On Thu, 10 May 2018 23:33:39 -0400 Steve Kinney <admin@pilobilus.net> wrote:
Back around 1999 or 2000 I documented what I believed to be an ongoing, successful attack agaisnt the Mixmaster remailer network.
First, I attempted to geolocate all the 'reliable' routers then active. I found a startling number of them in the State of Texas, suggesting one sponsor for all - therefore, capable of following the "bouncing ball" of high latency traffic in many chains.
I found others in IP ranges assigned to various countries, including ones with "mutually hostile" political and economic relations. So I created chains that crossed mutually hostile borders and started sending test messages. I sent several batches over a period of about a week. NONE ever came back to me, indicating high likelihood of deliberate interruption of that traffic - the global adversary at work.
Oh well. I must admit I haven't fully done my homework but as far I understand the system, it's supposed to work if at least one of the mixing nodes isn't compromised? Cheap intuition tells me that a low bandwith, 'high latency' system with long mixing chains has to be somewhat better than the likes of tor. Then again, I haven't done too much rigorous thinking on the matter so...
So there's nothing new about the "ha ha fuck you" nature of allegedly anonymized comms on the networks. The only real security afforded would be in the "my adversary does not want to openly disclose this capability if he can avoid it" category, which is thin cover indeed...
And they don't need to disclose anything anyway.

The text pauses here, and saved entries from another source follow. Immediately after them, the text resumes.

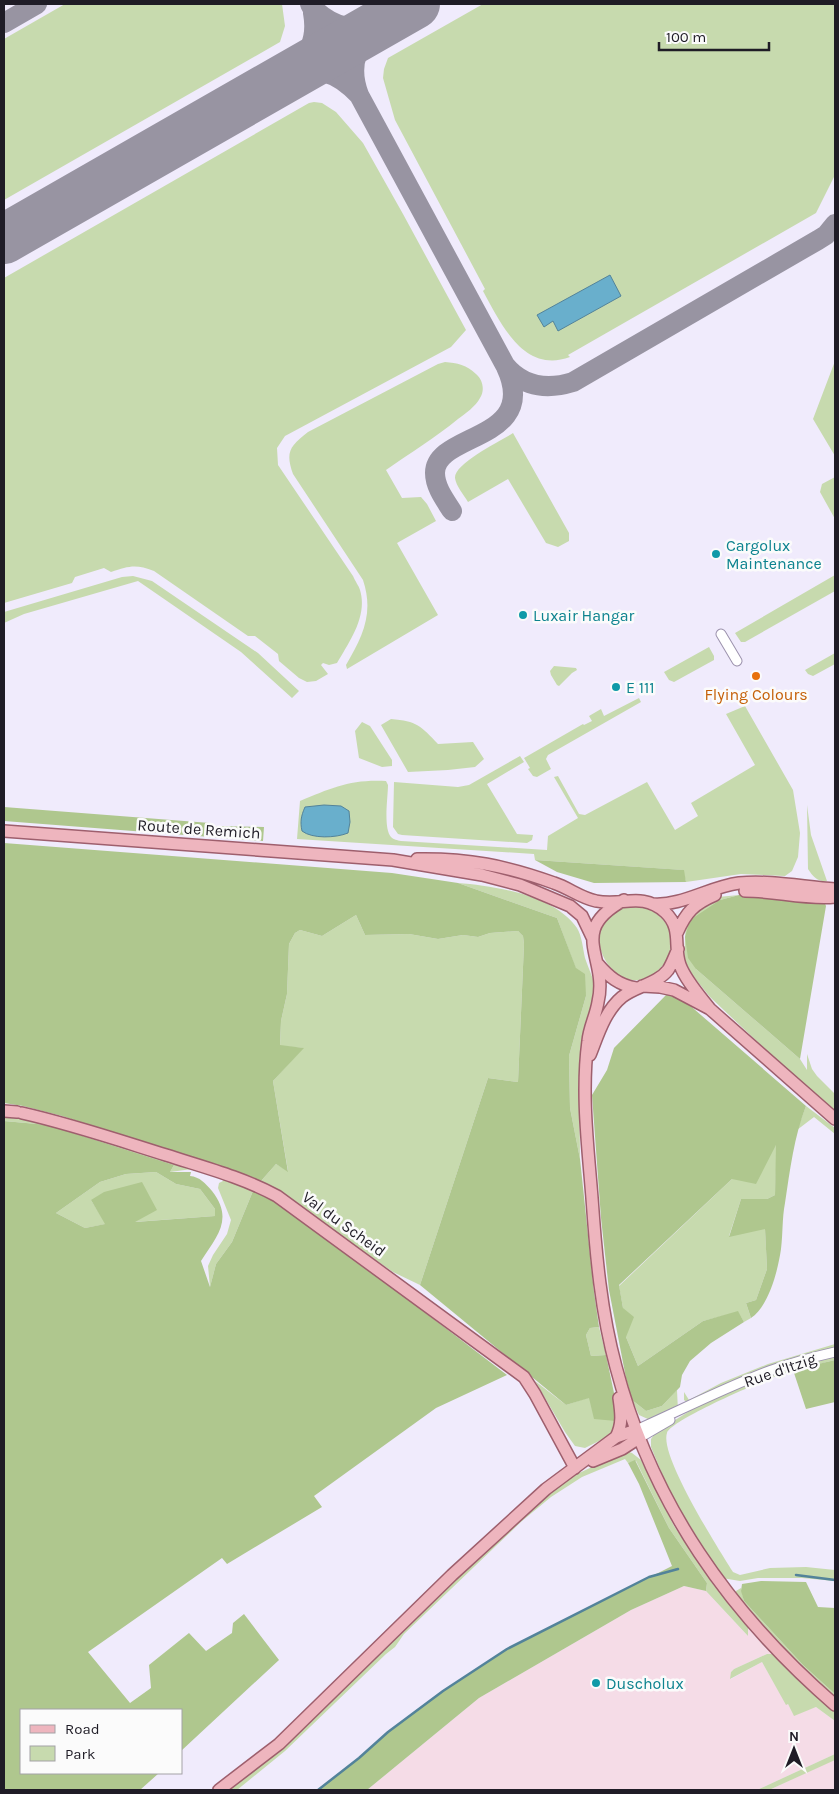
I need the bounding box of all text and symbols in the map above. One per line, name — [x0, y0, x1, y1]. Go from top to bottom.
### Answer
scale bar — [659, 20, 769, 52]
text: 100 m — [666, 28, 706, 46]
place label: Cargolux Maintenance — [726, 536, 822, 573]
marker: Cargolux Maintenance — [710, 548, 722, 560]
place label: Luxair Hangar — [533, 606, 635, 625]
marker: Luxair Hangar — [517, 609, 529, 621]
marker: Flying Colours — [750, 670, 762, 682]
place label: E 111 — [626, 678, 655, 697]
marker: E 111 — [610, 681, 622, 693]
place label: Flying Colours — [704, 685, 808, 704]
street label: Route de Remich — [137, 815, 261, 843]
street label: Val du Scheid — [299, 1187, 389, 1261]
street label: Rue d'Itzig — [741, 1349, 819, 1391]
place label: Duscholux — [606, 1674, 684, 1693]
marker: Duscholux — [590, 1677, 602, 1689]
legend — [20, 1709, 182, 1774]
text: Road — [65, 1720, 100, 1738]
north arrow — [769, 1724, 819, 1774]
text: N — [789, 1728, 799, 1745]
text: Park — [65, 1745, 95, 1763]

The nsa can always tell the cops "the silk road server is here" and then the cops will come up with some 'parallel construction' fairy tale.
IMO physical opsec is the only guarantor of anonymity on the networks: Hit and run comms with a scrambled MAC address via open routers, with due attention to avoiding surveillance on the way in and out,
yeah...so it's something that the very vast majority of mortals can't do =/ and even if you can do that, it's mostly useful for sending one-off messages...
seems to be the only option where /real/ hazards from State sponsored terrorist reprisals are on the table.